Obviously, Kinning is not your first work of fiction. Along with Everfair, you’ve also got a short story collection called Filter House

I also wrote a Middle Grade historical fantasy, Speculation, which came out in February of 2023.

Right, sorry. What I was wondering was: Are there any writers, or stories, that had a big influence on Kinning but not on anything else you’ve written, and especially not Everfair?

No, I have no good answer to that question. Not anything I’ve thought a lot about. I mean, I read Theodore Sturgeon’s More Than Human when it first came out, long ago, so maybe that? I suppose the biggest influence on Kinning, though, was Everfair.

What about non-literary influences; was Kinning influenced by any movies, TV shows, or games?

I’ve been told there’s a sizeable overlap between what goes on in Kinning and in the series Sens8. But I’ve never seen that show, so no. I got nothin’.

As we’ve been discussing, Kinning is the sequel to Everfair. But do these two novels form a duology, are they the first two books in a trilogy or a four book series, or maybe an ongoing series…?

Per my vision, there’s a third book to come. I’m calling it Trulies, and it deals in the many-worlds hypothesis of how the universe works. Who knows if I’ll live long enough and strong enough to finish it?

Upon hearing that there’s possibly a third book, some people will decide to wait until it comes out before reading any of them. Is there any reason why you think people shouldn’t wait?

So many reasons people should read these books now. For one, who knows, as I said, if the third book will ever actually come to exist? For another, you can find out how certain…attractions play out. For a third reason, there were eight years between the first two books. Are you going to deny yourself the pleasure of reading my work for that long? I wouldn’t, if I were you. Eat the ice cream. Read the books. For a fourth, you can help me make Trulies better if you read Everfair and Kinning now and give me feedback about them: what they did, what they missed out on doing, what you expect to happen next.

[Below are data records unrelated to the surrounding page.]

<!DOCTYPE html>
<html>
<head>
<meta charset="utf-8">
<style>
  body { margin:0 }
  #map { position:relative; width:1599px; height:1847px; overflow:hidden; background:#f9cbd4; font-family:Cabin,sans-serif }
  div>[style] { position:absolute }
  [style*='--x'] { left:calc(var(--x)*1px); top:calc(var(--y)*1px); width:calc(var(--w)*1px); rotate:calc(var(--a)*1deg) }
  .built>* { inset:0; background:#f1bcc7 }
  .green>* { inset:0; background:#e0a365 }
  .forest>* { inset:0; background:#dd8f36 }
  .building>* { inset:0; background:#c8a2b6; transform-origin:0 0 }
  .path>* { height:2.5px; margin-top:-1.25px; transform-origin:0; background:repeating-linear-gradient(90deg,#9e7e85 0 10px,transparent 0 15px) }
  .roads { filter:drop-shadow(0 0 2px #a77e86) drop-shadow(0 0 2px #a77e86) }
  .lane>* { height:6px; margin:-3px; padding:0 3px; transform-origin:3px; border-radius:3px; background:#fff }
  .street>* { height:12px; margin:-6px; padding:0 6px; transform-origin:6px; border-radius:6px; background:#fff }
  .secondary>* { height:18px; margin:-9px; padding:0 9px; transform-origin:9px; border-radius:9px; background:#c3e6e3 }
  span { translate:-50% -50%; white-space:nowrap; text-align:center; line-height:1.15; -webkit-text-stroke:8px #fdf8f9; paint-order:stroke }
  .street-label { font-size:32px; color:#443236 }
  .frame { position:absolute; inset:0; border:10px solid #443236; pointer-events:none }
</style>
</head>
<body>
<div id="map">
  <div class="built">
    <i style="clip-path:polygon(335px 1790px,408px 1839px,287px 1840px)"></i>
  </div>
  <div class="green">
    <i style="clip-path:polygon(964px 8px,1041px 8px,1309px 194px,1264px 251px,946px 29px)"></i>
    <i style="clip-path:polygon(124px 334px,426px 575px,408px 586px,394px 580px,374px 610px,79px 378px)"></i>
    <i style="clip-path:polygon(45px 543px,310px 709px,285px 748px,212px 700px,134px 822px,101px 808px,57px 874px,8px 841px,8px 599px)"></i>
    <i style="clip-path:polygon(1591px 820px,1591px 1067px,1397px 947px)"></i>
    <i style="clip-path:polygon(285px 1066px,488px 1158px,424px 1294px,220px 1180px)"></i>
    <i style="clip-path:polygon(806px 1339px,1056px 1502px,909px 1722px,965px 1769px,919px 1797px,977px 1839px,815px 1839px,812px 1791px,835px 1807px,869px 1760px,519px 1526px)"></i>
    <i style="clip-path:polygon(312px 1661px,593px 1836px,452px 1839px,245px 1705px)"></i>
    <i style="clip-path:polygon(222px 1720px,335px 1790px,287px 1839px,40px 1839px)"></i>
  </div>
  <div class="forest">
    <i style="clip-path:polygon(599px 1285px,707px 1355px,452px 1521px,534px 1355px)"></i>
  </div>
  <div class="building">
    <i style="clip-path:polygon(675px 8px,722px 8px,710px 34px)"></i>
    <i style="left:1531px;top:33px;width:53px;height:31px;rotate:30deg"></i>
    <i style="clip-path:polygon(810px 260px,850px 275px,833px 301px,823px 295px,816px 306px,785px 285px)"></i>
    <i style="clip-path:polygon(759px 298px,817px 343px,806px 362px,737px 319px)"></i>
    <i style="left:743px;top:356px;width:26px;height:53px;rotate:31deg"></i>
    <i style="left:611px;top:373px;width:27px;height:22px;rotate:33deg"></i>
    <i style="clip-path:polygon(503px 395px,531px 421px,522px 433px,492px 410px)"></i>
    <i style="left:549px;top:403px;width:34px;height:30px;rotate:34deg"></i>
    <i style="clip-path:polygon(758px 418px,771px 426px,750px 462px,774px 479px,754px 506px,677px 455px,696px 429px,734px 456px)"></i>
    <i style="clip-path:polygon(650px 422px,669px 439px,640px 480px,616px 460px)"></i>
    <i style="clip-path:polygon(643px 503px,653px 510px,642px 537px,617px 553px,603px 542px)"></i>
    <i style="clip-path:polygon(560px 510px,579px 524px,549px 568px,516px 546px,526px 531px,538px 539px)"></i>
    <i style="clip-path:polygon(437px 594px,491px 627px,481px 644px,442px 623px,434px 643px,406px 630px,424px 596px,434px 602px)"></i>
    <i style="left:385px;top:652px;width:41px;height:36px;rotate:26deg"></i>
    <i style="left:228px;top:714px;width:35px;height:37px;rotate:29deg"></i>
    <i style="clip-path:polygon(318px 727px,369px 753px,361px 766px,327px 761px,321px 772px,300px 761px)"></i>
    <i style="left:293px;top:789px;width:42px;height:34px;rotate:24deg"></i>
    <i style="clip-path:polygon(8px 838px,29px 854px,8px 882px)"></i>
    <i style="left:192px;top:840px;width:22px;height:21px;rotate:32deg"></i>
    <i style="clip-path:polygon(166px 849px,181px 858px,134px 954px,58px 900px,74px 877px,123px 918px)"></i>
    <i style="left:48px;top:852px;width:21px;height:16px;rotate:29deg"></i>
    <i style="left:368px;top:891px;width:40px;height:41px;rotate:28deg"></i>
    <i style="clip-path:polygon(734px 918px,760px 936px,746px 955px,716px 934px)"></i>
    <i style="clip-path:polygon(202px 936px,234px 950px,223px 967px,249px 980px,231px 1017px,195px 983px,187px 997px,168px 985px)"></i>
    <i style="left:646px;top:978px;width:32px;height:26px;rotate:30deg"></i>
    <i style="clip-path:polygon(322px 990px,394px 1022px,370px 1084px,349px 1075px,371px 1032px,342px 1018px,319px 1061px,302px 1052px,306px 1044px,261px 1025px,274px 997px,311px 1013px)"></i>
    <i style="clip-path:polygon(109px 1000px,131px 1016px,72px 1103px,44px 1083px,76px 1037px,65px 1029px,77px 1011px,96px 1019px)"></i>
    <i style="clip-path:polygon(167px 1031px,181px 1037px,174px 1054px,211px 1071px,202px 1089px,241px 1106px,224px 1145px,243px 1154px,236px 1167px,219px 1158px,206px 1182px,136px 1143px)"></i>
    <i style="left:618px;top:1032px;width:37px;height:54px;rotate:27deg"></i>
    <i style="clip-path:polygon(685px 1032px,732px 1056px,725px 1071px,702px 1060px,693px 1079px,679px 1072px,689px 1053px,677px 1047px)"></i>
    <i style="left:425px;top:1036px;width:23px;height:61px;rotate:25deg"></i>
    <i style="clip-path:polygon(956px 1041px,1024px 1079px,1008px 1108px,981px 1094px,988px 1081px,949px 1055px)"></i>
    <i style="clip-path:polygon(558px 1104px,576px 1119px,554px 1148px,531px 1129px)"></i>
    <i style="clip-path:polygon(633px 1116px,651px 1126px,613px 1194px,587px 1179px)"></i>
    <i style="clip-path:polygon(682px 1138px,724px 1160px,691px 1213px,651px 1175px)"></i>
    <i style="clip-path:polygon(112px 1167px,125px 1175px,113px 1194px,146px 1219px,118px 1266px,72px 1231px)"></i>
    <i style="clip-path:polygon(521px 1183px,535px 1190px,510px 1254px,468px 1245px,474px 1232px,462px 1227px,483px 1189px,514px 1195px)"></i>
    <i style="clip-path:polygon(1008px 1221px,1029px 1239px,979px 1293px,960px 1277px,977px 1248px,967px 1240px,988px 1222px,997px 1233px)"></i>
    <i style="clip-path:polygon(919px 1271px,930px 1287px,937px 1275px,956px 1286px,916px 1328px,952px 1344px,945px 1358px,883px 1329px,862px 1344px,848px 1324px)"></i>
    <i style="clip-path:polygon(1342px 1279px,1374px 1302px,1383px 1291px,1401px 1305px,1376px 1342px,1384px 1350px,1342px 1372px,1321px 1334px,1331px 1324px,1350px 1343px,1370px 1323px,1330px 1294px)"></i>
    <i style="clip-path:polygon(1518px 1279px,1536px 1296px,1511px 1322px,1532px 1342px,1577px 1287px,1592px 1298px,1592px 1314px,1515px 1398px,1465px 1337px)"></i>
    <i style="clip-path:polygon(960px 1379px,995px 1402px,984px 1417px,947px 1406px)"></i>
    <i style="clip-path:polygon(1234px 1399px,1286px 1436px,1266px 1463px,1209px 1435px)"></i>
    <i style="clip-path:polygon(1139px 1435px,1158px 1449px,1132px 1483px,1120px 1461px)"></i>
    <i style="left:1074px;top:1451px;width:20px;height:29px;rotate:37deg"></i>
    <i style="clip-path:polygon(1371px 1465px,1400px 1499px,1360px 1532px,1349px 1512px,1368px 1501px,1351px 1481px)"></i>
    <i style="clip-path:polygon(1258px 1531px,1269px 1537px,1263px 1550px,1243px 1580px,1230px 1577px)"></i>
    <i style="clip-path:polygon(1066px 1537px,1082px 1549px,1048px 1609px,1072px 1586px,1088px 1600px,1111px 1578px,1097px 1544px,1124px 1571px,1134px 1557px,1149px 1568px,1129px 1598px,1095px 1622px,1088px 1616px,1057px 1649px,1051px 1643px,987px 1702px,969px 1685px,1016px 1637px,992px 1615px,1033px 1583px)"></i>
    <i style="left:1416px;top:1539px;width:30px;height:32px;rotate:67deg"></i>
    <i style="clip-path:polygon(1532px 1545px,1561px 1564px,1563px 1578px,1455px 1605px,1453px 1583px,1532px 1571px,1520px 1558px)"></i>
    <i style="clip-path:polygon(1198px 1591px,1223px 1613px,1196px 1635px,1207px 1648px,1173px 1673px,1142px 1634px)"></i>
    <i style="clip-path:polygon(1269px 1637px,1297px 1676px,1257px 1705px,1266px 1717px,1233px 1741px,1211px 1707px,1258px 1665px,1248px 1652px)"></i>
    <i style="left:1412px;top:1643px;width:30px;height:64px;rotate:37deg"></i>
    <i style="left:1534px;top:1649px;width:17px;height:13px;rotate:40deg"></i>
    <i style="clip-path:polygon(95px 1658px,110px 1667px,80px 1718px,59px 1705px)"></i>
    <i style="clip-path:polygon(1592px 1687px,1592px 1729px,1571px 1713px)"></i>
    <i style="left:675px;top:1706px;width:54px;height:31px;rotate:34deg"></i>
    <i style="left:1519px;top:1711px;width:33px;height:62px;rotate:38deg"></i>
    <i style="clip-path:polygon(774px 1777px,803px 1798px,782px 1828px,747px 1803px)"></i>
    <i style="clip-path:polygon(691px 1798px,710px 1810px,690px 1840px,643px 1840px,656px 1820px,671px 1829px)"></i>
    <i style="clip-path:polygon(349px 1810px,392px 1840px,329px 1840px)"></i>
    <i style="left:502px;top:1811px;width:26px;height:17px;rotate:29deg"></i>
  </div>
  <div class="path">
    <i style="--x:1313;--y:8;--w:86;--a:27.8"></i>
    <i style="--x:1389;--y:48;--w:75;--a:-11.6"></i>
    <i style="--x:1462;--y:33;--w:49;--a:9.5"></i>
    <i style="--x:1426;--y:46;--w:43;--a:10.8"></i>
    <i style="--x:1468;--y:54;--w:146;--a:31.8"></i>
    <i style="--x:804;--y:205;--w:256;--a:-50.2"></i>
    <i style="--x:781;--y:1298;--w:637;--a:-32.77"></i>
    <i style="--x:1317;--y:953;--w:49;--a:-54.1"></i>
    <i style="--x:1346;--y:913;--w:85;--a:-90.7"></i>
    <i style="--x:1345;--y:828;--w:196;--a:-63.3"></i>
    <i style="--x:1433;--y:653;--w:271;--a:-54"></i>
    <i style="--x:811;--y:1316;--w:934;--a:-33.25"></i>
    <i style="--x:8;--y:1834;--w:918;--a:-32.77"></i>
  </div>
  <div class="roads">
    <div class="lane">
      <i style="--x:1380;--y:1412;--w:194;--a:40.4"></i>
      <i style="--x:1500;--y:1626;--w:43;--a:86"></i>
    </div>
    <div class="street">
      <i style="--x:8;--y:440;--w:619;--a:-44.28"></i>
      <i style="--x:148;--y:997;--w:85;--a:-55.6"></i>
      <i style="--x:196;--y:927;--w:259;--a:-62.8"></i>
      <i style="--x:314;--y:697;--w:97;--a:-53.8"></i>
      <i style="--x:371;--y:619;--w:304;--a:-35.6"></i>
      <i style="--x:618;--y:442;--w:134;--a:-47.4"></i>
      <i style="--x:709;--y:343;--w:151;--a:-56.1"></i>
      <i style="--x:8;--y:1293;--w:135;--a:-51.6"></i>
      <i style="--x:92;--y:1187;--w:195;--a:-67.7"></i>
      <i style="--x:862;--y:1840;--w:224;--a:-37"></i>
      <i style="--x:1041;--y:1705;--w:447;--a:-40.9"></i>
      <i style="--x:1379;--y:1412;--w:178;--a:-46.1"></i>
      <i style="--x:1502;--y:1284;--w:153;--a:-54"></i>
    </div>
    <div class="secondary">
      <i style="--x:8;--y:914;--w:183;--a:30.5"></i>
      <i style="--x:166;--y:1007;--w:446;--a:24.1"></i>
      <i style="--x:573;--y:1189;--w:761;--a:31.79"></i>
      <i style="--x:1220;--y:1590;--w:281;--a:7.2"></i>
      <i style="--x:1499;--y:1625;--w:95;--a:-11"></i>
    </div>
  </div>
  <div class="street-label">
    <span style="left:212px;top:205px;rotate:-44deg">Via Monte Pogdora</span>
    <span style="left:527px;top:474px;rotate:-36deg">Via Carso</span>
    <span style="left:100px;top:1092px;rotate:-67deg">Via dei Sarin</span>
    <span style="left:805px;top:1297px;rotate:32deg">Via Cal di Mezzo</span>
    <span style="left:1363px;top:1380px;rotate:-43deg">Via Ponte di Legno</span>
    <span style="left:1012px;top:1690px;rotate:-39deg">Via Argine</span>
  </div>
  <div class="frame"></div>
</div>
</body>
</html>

Earlier I asked if Kinning had been influenced by any movies, TV shows, or games. But to flip things around, do you think Kinning — and by extension, Everfair — could work as a movie, show, or game?

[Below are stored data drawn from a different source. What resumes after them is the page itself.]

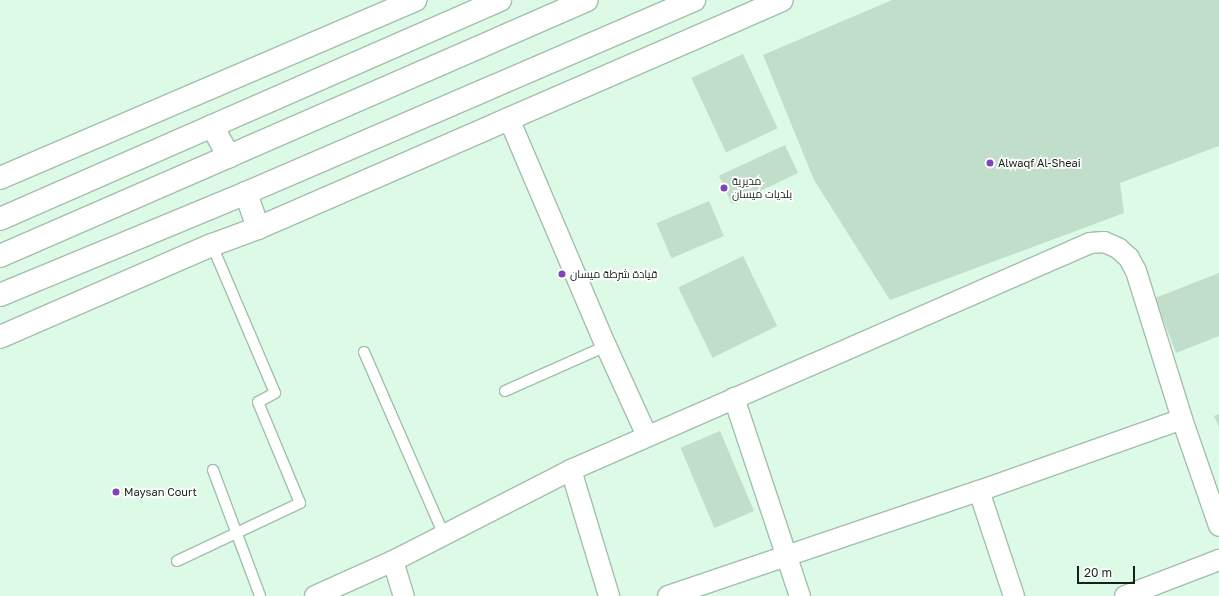 <!DOCTYPE html>
<meta charset="utf-8">
<style>
body{margin:0}
#map{position:relative;width:1219px;height:596px;overflow:hidden;background:#dcfae5;font-family:"Golos Text",Cairo,sans-serif}
div>[style]{position:absolute}
.building>*{inset:0;background:#c1deca;transform-origin:0 0}
.roads{filter:drop-shadow(1px 0 #a2bfab) drop-shadow(-1px 0 #a2bfab) drop-shadow(0 1px #a2bfab) drop-shadow(0 -1px #a2bfab)}
.lane>*{height:10px;margin:-5px;padding:0 5px;transform-origin:5px;border-radius:5px;background:#fff}
.street>*{height:20px;margin:-10px;padding:0 10px;transform-origin:10px;border-radius:10px;background:#fff}
.secondary>*{height:22px;margin:-11px;padding:0 11px;transform-origin:11px;border-radius:11px;background:#fff}
.primary>*{height:22px;margin:-11px;padding:0 11px;transform-origin:11px;border-radius:11px;background:#fff}
.dots>*{width:11px;height:11px;translate:-50% -50%;box-sizing:border-box;border:2px solid #fff;border-radius:50%}
span{translate:-50% -50%;white-space:nowrap;text-align:center;line-height:1.15;-webkit-text-stroke:3.5px #fff;paint-order:stroke}
.poi-label{font-size:11px;color:#162119}
.left{translate:0 -50%;text-align:left}
.scale{position:absolute;left:1077px;top:566px;width:58px;height:18px;box-sizing:border-box;border:2px solid #162119;border-top:0;padding-left:5px;font-size:12px;line-height:14px;white-space:nowrap;color:#162119;-webkit-text-stroke:3px #fff;paint-order:stroke}
</style>
<div id="map">
<div class="building">
<i style="clip-path:polygon(892px 0,1219px 0,1219px 146px,1120px 183px,1124px 213px,890px 300px,814px 180px,763px 55px)"></i>
<i style="left:743px;top:54px;width:82px;height:57px;rotate:65deg"></i>
<i style="left:785px;top:145px;width:31px;height:73px;rotate:65deg"></i>
<i style="left:709px;top:201px;width:38px;height:57px;rotate:67deg"></i>
<i style="left:743px;top:256px;width:78px;height:72px;rotate:64deg"></i>
<i style="clip-path:polygon(1219px 273px,1219px 336px,1176px 353px,1155px 298px)"></i>
<i style="clip-path:polygon(1219px 414px,1219px 427px,1214px 416px)"></i>
<i style="left:720px;top:431px;width:87px;height:43px;rotate:67deg"></i>
</div>
<div class="roads">
<div class="lane">
<i style="left:364px;top:352px;width:200px;rotate:66.4deg"></i>
<i style="left:505px;top:391px;width:111px;rotate:-24deg"></i>
<i style="left:213px;top:470px;width:134px;rotate:69.5deg"></i>
<i style="left:177px;top:561px;width:136px;rotate:-25.2deg"></i>
<i style="left:300px;top:503px;width:109px;rotate:-112.6deg"></i>
<i style="left:258px;top:402px;width:19px;rotate:-28deg"></i>
<i style="left:275px;top:393px;width:161px;rotate:-113.1deg"></i>
</div>
<div class="street">
<i style="left:509px;top:119px;width:247px;rotate:66.9deg"></i>
<i style="left:606px;top:346px;width:99px;rotate:65.5deg"></i>
<i style="left:734px;top:398px;width:209px;rotate:71.6deg"></i>
<i style="left:571px;top:470px;width:132px;rotate:73.2deg"></i>
<i style="left:979px;top:491px;width:111px;rotate:71.6deg"></i>
<i style="left:393px;top:561px;width:37px;rotate:73deg"></i>
<i style="left:315px;top:596px;width:85px;rotate:-24.2deg"></i>
<i style="left:393px;top:561px;width:200px;rotate:-27.1deg"></i>
<i style="left:571px;top:470px;width:566px;rotate:-23.62deg"></i>
<i style="left:1090px;top:243px;width:14px;rotate:-4deg"></i>
<i style="left:1104px;top:242px;width:15px;rotate:23deg"></i>
<i style="left:1118px;top:248px;width:15px;rotate:42deg"></i>
<i style="left:1129px;top:258px;width:15px;rotate:62deg"></i>
<i style="left:1136px;top:271px;width:155px;rotate:72.7deg"></i>
<i style="left:1182px;top:419px;width:113px;rotate:70.9deg"></i>
<i style="left:668px;top:596px;width:328px;rotate:-18.7deg"></i>
<i style="left:979px;top:491px;width:215px;rotate:-19.5deg"></i>
<i style="left:1125px;top:596px;width:101px;rotate:-21deg"></i>
</div>
<div class="secondary">
<i style="left:0;top:178px;width:452px;rotate:-23.2deg"></i>
<i style="left:0;top:219px;width:546px;rotate:-23.65deg"></i>
<i style="left:0;top:337px;width:231px;rotate:-23.5deg"></i>
<i style="left:212px;top:245px;width:49px;rotate:-20.3deg"></i>
<i style="left:258px;top:228px;width:571px;rotate:-23.51deg"></i>
</div>
<div class="primary">
<i style="left:212px;top:126px;width:35px;rotate:61deg"></i>
<i style="left:246px;top:193px;width:37px;rotate:71deg"></i>
<i style="left:0;top:256px;width:640px;rotate:-23.56deg"></i>
<i style="left:0;top:295px;width:266px;rotate:-22.5deg"></i>
<i style="left:246px;top:193px;width:488px;rotate:-23.3deg"></i>
</div>
</div>
<div class="dots">
<i style="left:990px;top:163px;background:#8143b9"></i>
<i style="left:724px;top:188px;background:#8143b9"></i>
<i style="left:562px;top:274px;background:#8143b9"></i>
<i style="left:116px;top:492px;background:#8143b9"></i>
</div>
<div class="poi-label">
<span class="left" style="left:998px;top:163px">Alwaqf Al-Sheai</span>
<span class="left" style="left:732px;top:188px">مديرية<br>بلديات ميسان</span>
<span class="left" style="left:570px;top:274px">قيادة شرطة ميسان</span>
<span class="left" style="left:124px;top:492px">Maysan Court</span>
</div>
<div class="scale">20 m</div>
</div>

Someone known as “Non Breaking Space” has already made a tabletop RPG of Everfair, but I have long wanted Everfair to be made into a streaming series. I think the short chapters and novel’s multiple viewpoints would work extremely well in that format. A series could also include the earlier parts of Kinning. But yikes, the last five or six chapters of Kinning could be a real challenge — and I can’t say any more about that for fear of spoiling the reading experience for your audience.

And if someone made that show, who would you want them to cast as Tink, Bee-Lung, and the other main characters?

I don’t really have much of a desire to pre-cast that way. I mean, Michael K. Williams [The Wire] would have made a fantastic King Mwenda, but he’s dead. Maybe [For All Mankind‘s] Edi Gathegi for Mwenda instead?

But I guess I’d prefer to go mainly with unknowns. With Everfair in particular, there’s thirty years of aging to consider.

The only other thing I would say is that I believe Tink should be physically big, like tall and muscular.

So, is there anything else you think people need to know about Kinning?

Don’t try to read it on a bus or somewhere else rife with distractions.

Nisi Shawl Kinning Everfair Trulies

Finally, if someone enjoys Kinning, and they’ve already read Everfair, what novel of someone else’s would you suggest they read while waiting for Trulies to come out?

There’s a great Southeast Asian steampunk anthology called The SEA Is Ours: Tales Of Steampunk Southeast Asia. Lots of variety, well-edited.

The only other book of mycopunk I have read, and so can really recommend, is Unity by Elly Bangs. But I’m sure there’s so much more!